### Task instructions
All that is needed is every line of the listing below that has "dead".

=-=-=-=-=

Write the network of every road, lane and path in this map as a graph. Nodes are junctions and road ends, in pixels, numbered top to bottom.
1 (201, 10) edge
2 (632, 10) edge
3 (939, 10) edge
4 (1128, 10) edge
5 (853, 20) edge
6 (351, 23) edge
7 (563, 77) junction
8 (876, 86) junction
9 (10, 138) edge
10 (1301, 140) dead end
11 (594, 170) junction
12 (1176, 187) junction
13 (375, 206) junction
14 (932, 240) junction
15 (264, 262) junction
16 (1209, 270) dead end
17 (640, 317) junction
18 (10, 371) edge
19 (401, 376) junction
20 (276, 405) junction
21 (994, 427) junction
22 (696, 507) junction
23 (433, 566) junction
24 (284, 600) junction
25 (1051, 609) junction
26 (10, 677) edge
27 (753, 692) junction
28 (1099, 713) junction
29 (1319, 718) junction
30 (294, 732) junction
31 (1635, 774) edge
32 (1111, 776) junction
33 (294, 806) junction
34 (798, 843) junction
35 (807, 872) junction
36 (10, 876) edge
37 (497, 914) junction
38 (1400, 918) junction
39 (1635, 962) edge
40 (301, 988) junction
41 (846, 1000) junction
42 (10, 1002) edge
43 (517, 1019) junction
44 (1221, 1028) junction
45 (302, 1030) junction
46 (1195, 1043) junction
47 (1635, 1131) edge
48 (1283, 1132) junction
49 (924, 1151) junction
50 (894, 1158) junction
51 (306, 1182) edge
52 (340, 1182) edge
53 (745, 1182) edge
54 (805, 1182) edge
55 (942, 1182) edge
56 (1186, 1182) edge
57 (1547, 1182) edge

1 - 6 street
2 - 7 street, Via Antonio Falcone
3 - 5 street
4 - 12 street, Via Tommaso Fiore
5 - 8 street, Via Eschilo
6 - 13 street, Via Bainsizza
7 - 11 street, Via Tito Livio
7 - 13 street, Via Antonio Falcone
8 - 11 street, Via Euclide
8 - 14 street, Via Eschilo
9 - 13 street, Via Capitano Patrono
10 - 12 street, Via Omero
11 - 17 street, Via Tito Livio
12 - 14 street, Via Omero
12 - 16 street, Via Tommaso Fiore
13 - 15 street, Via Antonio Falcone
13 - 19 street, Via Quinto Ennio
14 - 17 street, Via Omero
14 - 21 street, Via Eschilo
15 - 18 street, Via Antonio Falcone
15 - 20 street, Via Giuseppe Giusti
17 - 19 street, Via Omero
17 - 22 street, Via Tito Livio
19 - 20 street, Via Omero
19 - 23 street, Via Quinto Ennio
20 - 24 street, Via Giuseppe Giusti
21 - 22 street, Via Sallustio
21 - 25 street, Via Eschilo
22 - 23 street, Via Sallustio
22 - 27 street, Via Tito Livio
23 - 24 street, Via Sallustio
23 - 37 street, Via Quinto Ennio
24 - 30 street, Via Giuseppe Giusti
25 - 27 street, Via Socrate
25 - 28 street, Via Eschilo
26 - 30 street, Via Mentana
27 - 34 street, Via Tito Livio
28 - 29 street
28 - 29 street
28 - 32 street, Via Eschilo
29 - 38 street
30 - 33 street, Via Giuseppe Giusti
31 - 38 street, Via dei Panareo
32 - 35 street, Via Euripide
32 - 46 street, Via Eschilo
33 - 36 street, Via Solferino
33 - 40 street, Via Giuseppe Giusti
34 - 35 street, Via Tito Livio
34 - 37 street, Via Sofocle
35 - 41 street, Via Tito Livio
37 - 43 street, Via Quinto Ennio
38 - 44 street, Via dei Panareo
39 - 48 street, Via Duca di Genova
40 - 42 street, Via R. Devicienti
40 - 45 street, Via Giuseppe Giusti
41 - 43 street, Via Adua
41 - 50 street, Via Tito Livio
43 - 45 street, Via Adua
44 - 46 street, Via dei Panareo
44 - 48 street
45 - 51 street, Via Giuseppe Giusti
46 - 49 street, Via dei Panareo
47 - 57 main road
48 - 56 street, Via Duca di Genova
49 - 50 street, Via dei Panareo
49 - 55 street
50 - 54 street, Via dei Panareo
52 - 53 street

=-=-=-=-=

### Solution to this task
10 (1301, 140) dead end
16 (1209, 270) dead end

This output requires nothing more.